Thank you very much.

For some years now, I've made a point of asking, 'Why is this brilliant?' even with stories I don't much care for. I think it's important not to lose sight of that; bitchy reviews are fun (and easier) to write, but unless they're very witty, not so much fun to read. Though I surprised myself by writing twice as much about this as about The War Games!
 
I agree that as an anti-hippie manifesto it rather trips itself up. For one thing, the chief feature of the ruling elite is not that they are pacifists but that they are hidebound traditionalists and conformists who refuse to consider anything new -- until they are forced to see it with their own eyes, whereupon they accept the new fact with the same passive resignation with which they previously accepted the opposite. Their chief feature seems to be inertia, and their aversion to violence seems less a matter of antiwar convictions than simply a byproduct of a broader aversion to doing anything. The 60s youth counterculture this is not. (And Cully would more likely be hanging out with the Weathermen.)
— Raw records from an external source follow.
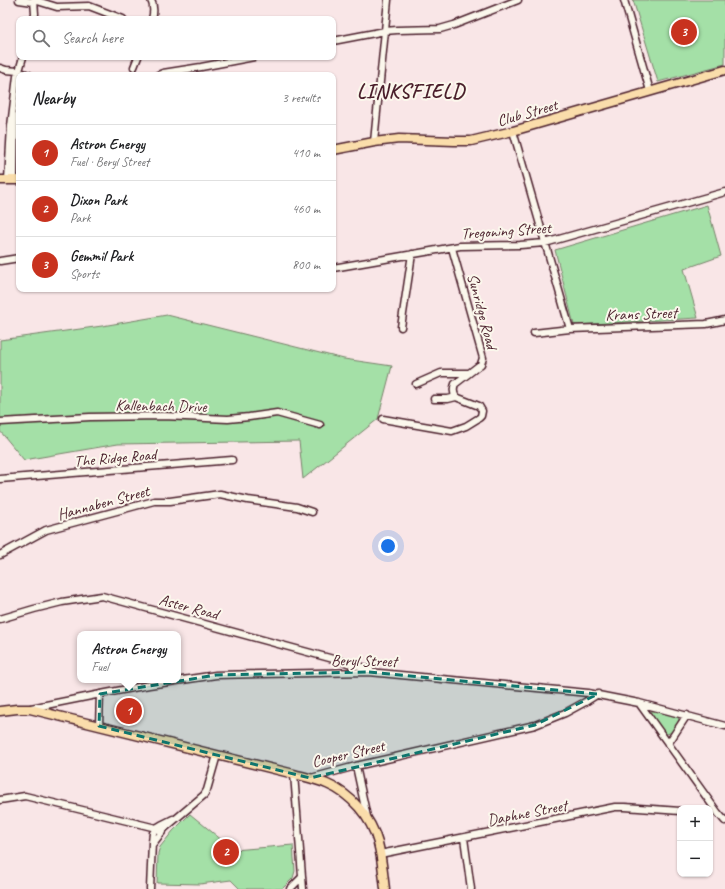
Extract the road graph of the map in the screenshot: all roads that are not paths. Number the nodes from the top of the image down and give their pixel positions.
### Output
1 (19, 0) edge
2 (151, 0) edge
3 (388, 0) edge
4 (518, 0) edge
5 (624, 0) edge
6 (33, 2) junction
7 (34, 16) edge
8 (115, 16) edge
9 (153, 16) edge
10 (385, 31) junction
11 (336, 40) edge
12 (23, 60) edge
13 (137, 60) edge
14 (238, 60) edge
15 (134, 67) dead end
16 (0, 68) edge
17 (725, 70) edge
18 (0, 72) edge
19 (21, 72) edge
20 (169, 72) edge
21 (16, 73) edge
22 (16, 73) edge
23 (650, 91) junction
24 (16, 100) edge
25 (16, 108) edge
26 (513, 131) junction
27 (374, 142) junction
28 (336, 149) edge
29 (10, 180) edge
30 (725, 192) edge
31 (545, 243) junction
32 (452, 248) junction
33 (412, 254) junction
34 (16, 258) edge
35 (0, 261) edge
36 (336, 267) edge
37 (725, 320) edge
38 (401, 327) dead end
39 (570, 329) junction
40 (534, 333) dead end
41 (469, 373) junction
42 (416, 384) dead end
43 (456, 397) junction
44 (434, 399) dead end
45 (383, 419) dead end
46 (0, 422) edge
47 (320, 426) dead end
48 (232, 460) dead end
49 (0, 479) edge
50 (312, 512) dead end
51 (0, 555) edge
52 (0, 619) edge
53 (370, 670) junction
54 (181, 680) edge
55 (162, 683) edge
56 (100, 694) junction
57 (598, 694) junction
58 (639, 703) junction
59 (30, 709) junction
60 (0, 711) edge
61 (687, 715) junction
62 (99, 726) junction
63 (725, 726) edge
64 (668, 744) junction
65 (216, 755) junction
66 (356, 766) junction
67 (294, 774) junction
68 (310, 778) junction
69 (0, 800) edge
70 (677, 811) edge
71 (713, 813) edge
72 (718, 813) junction
73 (367, 820) junction
74 (725, 821) edge
75 (158, 832) junction
76 (464, 838) junction
77 (380, 854) junction
78 (302, 877) junction
79 (150, 889) edge
80 (290, 889) edge
81 (303, 889) edge
82 (385, 889) edge
83 (471, 889) edge

1 - 6 street
2 - 9 street
3 - 10 street
4 - 10 street
5 - 23 street
6 - 7 street
6 - 8 street
10 - 11 street
10 - 27 street
12 - 19 street
13 - 15 street
14 - 20 street
16 - 21 street
17 - 23 main road, Club Street
18 - 22 street
23 - 26 main road, Club Street
24 - 29 street
25 - 29 street
26 - 27 main road, Club Street
26 - 31 street
27 - 28 main road, Club Street
30 - 31 street, Tregoning Street
31 - 32 street, Tregoning Street
31 - 39 street
32 - 33 street, Tregoning Street
32 - 41 street, Sunridge Road
33 - 36 street, Tregoning Street
33 - 38 street
34 - 35 street
37 - 39 street, Krans Street
39 - 40 street, Krans Street
41 - 42 street
41 - 43 street, Sunridge Road
43 - 44 street
43 - 45 street
46 - 47 street, Kallenbach Drive
48 - 49 street, The Ridge Road
50 - 51 street, Hannaben Street
52 - 53 street, Aster Road
53 - 54 street, Beryl Street
53 - 57 street, Beryl Street
55 - 56 street, Beryl Street
56 - 59 street, Beryl Street
56 - 62 street
57 - 58 street, Beryl Street
57 - 66 street, Cooper Street
58 - 61 street, Beryl Street
58 - 64 street
59 - 60 main road, Beryl Street
59 - 62 main road, Cooper Street
61 - 63 street, Beryl Street
61 - 64 street
62 - 65 main road, Cooper Street
64 - 72 street
65 - 67 main road, Cooper Street
65 - 75 street
66 - 68 street, Cooper Street
66 - 73 street
67 - 68 main road, Cooper Street
67 - 78 street
68 - 73 main road
69 - 75 street
70 - 76 street, Daphne Street
71 - 72 street
72 - 74 street
73 - 77 main road
75 - 79 street
76 - 77 street, Daphne Street
76 - 83 street
77 - 82 main road
78 - 80 street
78 - 81 street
Incidentally, isn't it Cully, not Toba, who appears to peer up Jamie's kilt?
 
Oh, absolutely - the intent may have been to say, 'If the hippies take over our brains will ossify!' but, if so, the point's lost in making the Dulcian establishment like, well, every other establishment. There's certainly, as you say, no philosophical stand for pacificism.

Incidentally, isn't it Cully, not Toba, who appears to peer up Jamie's kilt?

It is, I believe, both. Cully when Jamie's on the ladder in Episode 4, yes, but also Toba when Jamie's spreadeagled on the table in Episode 2. It was the latter I mentioned because it was more inappropriate, and so funnier.